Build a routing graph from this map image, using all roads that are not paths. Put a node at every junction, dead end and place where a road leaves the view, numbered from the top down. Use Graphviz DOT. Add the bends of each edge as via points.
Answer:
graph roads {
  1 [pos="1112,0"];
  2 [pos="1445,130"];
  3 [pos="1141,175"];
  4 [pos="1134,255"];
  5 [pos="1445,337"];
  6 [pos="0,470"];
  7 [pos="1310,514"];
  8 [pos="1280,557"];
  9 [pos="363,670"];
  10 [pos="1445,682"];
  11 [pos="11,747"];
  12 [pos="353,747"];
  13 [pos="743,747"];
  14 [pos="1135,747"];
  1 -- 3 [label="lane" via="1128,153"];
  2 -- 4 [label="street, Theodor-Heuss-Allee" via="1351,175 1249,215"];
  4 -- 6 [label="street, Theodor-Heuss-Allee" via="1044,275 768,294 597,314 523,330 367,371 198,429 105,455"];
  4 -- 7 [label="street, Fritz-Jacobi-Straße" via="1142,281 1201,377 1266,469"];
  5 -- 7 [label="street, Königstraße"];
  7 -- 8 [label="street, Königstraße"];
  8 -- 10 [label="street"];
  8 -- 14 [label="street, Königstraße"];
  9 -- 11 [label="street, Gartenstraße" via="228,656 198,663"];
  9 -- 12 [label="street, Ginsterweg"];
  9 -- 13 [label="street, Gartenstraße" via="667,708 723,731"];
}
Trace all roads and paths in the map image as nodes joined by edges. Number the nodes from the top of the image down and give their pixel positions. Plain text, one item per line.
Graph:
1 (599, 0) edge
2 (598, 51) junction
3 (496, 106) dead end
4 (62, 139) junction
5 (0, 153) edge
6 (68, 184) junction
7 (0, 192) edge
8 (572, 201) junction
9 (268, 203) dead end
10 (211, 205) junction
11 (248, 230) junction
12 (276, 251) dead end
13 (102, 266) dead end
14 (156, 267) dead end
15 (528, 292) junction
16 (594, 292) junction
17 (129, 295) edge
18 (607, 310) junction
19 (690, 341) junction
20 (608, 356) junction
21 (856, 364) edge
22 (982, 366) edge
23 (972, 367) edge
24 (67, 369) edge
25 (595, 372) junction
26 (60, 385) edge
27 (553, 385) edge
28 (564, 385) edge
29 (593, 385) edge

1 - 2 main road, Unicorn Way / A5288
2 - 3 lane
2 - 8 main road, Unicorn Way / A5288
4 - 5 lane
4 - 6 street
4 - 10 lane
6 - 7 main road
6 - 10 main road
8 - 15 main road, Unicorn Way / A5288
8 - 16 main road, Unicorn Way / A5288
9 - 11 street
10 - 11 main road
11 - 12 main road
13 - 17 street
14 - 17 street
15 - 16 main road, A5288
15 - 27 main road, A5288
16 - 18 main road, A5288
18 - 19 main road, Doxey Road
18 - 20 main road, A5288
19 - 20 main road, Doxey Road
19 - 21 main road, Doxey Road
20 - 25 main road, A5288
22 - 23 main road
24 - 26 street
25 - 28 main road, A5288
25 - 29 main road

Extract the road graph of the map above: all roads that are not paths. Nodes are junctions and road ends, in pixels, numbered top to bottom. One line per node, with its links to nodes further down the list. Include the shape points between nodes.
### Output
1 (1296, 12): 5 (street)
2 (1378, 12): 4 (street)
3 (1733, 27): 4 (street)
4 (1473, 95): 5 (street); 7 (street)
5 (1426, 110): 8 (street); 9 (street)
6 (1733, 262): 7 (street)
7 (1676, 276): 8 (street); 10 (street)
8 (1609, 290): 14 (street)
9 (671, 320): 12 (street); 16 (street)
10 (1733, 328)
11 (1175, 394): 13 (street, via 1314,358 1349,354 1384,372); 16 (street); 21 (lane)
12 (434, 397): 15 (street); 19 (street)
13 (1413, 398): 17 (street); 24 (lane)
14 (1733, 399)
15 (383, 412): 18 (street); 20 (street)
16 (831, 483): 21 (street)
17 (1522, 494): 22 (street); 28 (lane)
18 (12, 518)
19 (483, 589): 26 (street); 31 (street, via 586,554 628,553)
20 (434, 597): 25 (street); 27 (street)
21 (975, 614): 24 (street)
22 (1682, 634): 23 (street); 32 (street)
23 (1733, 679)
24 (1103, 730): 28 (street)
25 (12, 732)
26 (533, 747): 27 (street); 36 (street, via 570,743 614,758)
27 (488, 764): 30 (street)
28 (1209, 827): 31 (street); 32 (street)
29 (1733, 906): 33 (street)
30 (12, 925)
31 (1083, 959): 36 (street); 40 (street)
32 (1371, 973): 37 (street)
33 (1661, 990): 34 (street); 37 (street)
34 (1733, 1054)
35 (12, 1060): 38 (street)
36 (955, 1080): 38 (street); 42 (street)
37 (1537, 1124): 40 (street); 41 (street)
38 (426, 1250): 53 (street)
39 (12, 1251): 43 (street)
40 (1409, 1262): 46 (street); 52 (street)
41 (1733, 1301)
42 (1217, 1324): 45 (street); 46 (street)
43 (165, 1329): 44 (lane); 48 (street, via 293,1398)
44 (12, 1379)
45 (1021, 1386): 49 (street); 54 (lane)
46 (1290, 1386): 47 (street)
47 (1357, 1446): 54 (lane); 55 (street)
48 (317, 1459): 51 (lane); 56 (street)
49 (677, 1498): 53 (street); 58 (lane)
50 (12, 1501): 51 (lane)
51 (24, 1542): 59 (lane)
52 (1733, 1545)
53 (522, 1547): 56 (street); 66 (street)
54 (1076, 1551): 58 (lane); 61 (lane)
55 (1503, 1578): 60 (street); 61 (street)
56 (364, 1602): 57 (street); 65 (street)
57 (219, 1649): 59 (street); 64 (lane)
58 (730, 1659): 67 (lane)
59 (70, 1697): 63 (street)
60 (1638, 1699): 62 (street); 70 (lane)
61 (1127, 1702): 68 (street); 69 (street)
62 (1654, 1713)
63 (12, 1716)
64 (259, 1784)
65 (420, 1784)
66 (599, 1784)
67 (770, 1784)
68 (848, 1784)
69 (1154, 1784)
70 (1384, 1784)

TASK OBJECTIVE => Say how many lines in the records contain the word "Doxey". Nothing but the number is required.

YOUR RESPONSE => 3